You’ve heard it a million times: if you quit smoking immediately, you substantially reduce your risk of developing serious health issues like heart disease, stroke and lung cancer.

The Atlanta orthopedic doctors at AICA Orthopedics want to repeat this important message. Not only does smoking cause the health conditions we’ve already shared, but it can also cause problems you may not have thought of, like back pain.

Smoking and Back Pain

Doctors have always believed there was a connection between smoking and back pain but in 2001, a study by Johns Hopkins University confirmed the link. Along with many other smoking relating issues, back pain appears to start with hypertension, or abnormally high blood pressure.

As you know, cigarettes and other tobacco products contain nicotine, the nicotine immediately affects your blood vessels, causing them to constrict. The constriction rapidly increases your blood pressure and could even restrict blood flow to vital organs and tissues, including back muscles and spinal discs.

In order to be heal itself, remain oxygenated and remove waste product, every tissue in your body needs a healthy blood flow. If the blood supply to your spine and back muscles is restricted, their ability to heal effectively is inadequate, resulting in back pain over time.

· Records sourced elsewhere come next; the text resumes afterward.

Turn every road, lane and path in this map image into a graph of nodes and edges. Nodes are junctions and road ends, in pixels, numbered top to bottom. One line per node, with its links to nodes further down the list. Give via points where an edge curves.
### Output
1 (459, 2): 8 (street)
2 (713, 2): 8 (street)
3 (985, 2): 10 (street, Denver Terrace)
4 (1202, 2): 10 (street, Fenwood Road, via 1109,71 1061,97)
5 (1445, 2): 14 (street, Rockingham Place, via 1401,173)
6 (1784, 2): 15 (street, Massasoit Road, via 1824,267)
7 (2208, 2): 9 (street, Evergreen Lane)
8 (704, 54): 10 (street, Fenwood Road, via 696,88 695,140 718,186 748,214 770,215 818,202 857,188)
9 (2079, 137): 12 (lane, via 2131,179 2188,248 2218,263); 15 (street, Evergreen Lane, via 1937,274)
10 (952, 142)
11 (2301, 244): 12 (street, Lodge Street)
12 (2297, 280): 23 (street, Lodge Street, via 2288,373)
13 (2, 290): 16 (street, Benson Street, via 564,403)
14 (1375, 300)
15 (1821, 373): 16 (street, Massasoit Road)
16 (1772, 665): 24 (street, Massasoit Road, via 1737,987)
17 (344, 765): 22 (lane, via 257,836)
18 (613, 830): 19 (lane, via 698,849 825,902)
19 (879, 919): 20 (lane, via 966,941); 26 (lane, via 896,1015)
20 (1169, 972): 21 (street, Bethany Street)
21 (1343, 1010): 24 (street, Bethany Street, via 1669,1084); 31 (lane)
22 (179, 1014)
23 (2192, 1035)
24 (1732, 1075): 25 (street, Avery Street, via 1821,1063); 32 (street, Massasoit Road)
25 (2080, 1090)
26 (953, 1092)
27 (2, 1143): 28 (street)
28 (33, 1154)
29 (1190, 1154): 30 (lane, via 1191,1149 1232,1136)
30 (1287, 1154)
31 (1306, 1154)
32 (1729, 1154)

Smoking and the Spinal Discs

The discs cushioning your vertebra play a vital role in your well being. They help absorb the shock you experience as you walk around and move about your day. In fact, every move you make depletes some fluid in your discs. A healthy body is able to replenish the fluid overnight.

However, a smoker might not replenish the discs as effectively. Without the ability to fully refill over time, the fluid in the discs can become so diminished that the vertebrae will rub against each other leading to severe back pain.

Smoking and its Effects on Back Muscles

We’ll say it again: muscles need healthy blood flow to heal effectively–especially after injuries. For a healthy person, the movements you make throughout a typical day subject your back muscles to repeated impact that are not a problem.

For a smoker however, the everyday wear-and-tear is not healed within a few days. Instead, the body struggles to heal itself, making a few minor back injuries snowball into unbearable pain. Back pain is just one of the the detrimental effects smoking can have on your body. The Atlanta orthopedic doctors at AICA Orthopedics urge you to quit today.

Give your body time to heal and recover from the damage smoke and nicotine have done to your body and quit as soon as possible. Remember, there are resources and supports available so you do not have to face quitting alone.